Trump presidency spells bad news for the community.
As feared by the community, the hate-filled rhetoric by the Trump campaign and now his presidency, spells bad news for the Muslim community in the US: there’s been a 67 percent jump in offenses against Muslims in 2015, according to the annual report released by the FBI, on Monday.
Even before the news came out today, media had reported plenty of instances of “resurgence of anti-Muslim and anti-immigrant rhetoric, most notably in Trump’s presidential campaign, correlated with a flurry of reports of assailants ripping off headscarves, spray-painting slurs on mosques, and harassing or even beating Muslims in the street,” reported the News & Observer.
“We saw this coming, and we’ve always thought that it was worse than has been reported,” said Paul Galloway, executive director of the American Muslim Advisory Council, a statewide advocacy group in Tennessee, reported McClatchy News.
The anti-Muslim offenses were part of a nearly 7 percent increase overall in hate crime incidents, according to the FBI’s statistics, which many activists consider underreported because not all jurisdictions record bias-related offenses and there’s a relatively high bar of proof for getting such a classification. The FBI recorded 5,818 incidents in 2015 – 59 percent were related to race or ethnicity, 20 percent were related to religious bias and nearly 18 percent were related to sexual orientation.
The FBI’s breakdown of offenses showed two main types – intimidation and simple assault, each around 40 percent – though there were also several more violent crimes, including 18 murders and 13 rapes. Of the more than 5,000 offenders, the FBI says, 48 percent were white, 24 percent were black and 16 percent were of unknown racial background. The report listed 122 victims who were attacked because of gender identification bias, including at least 76 transgender victims.
This was the 25th anniversary of the bureau’s Uniform Crime Report, an annual compilation of hate crimes as reported by law enforcement agencies from across the nation.

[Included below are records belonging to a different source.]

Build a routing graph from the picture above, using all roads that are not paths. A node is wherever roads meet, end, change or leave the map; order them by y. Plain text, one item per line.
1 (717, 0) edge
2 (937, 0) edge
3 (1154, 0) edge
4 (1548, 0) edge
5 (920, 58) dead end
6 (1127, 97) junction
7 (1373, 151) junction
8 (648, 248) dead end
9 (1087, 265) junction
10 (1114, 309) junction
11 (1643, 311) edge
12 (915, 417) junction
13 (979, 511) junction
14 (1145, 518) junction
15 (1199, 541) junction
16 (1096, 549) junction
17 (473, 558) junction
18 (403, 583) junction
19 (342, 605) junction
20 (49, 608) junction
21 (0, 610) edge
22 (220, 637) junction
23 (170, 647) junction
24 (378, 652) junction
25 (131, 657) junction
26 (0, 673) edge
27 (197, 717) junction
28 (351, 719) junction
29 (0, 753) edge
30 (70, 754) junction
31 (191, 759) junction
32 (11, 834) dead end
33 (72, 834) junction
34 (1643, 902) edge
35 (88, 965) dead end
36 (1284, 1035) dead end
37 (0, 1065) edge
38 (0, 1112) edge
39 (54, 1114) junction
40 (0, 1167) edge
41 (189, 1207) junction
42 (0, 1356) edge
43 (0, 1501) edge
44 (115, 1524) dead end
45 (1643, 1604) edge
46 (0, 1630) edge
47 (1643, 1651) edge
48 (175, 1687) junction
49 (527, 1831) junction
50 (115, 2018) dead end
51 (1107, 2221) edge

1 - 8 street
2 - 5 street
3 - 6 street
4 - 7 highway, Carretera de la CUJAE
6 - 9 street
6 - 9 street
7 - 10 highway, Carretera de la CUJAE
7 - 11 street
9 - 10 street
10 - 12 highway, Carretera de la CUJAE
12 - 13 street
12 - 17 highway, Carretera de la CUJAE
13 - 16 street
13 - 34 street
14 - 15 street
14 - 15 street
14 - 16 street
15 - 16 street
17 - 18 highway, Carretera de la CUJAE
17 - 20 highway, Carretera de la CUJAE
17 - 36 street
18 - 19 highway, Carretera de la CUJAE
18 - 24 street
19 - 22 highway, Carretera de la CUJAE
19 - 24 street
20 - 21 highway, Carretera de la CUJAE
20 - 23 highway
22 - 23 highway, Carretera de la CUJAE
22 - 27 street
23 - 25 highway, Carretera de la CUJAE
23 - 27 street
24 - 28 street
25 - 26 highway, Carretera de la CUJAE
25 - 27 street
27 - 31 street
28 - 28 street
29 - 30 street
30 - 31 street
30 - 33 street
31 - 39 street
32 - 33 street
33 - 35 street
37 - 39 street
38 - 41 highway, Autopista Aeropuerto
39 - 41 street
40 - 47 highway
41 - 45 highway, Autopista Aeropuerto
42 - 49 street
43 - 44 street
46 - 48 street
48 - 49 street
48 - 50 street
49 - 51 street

While researchers view it as a useful tool in tracking the patterns of hate-motivated crimes, it’s by no means perfect – this year, for example, the number of participating agencies dropped by nearly 500 and, of those, most reported zero hate crimes, noted Brian Levin, director of the Center for the Study of Hate and Extremism at California State University, reported McClatchy.
Levin took note of the uptick in anti-Muslim incidents, which he attributed to a period of “heightened anti-Islamic prejudice, increased Salafist Jihadist terror attacks and political vitriol.” In 2014, the FBI recorded 154 crimes; there were 257 in 2015.
Galloway, of the Muslim council in Tennessee, said his optimistic side hopes that the higher figures stem from more victims deciding to come forward and better law enforcement training on handling such cases. Still, he said, it’s hard not to succumb to fear when there’s been an undeniable increase in threats against Muslims.
While the number of anti-Muslim attacks is rapidly increasing, Jews still remain the most targeted religious group in the FBI report, with anti-Jewish crimes accounting for 52 percent of offenses motivated by religious bias. As for the statistics on racially motivated attacks: 1,745 were anti-black, 613 were anti-white and 299 were anti-Hispanic.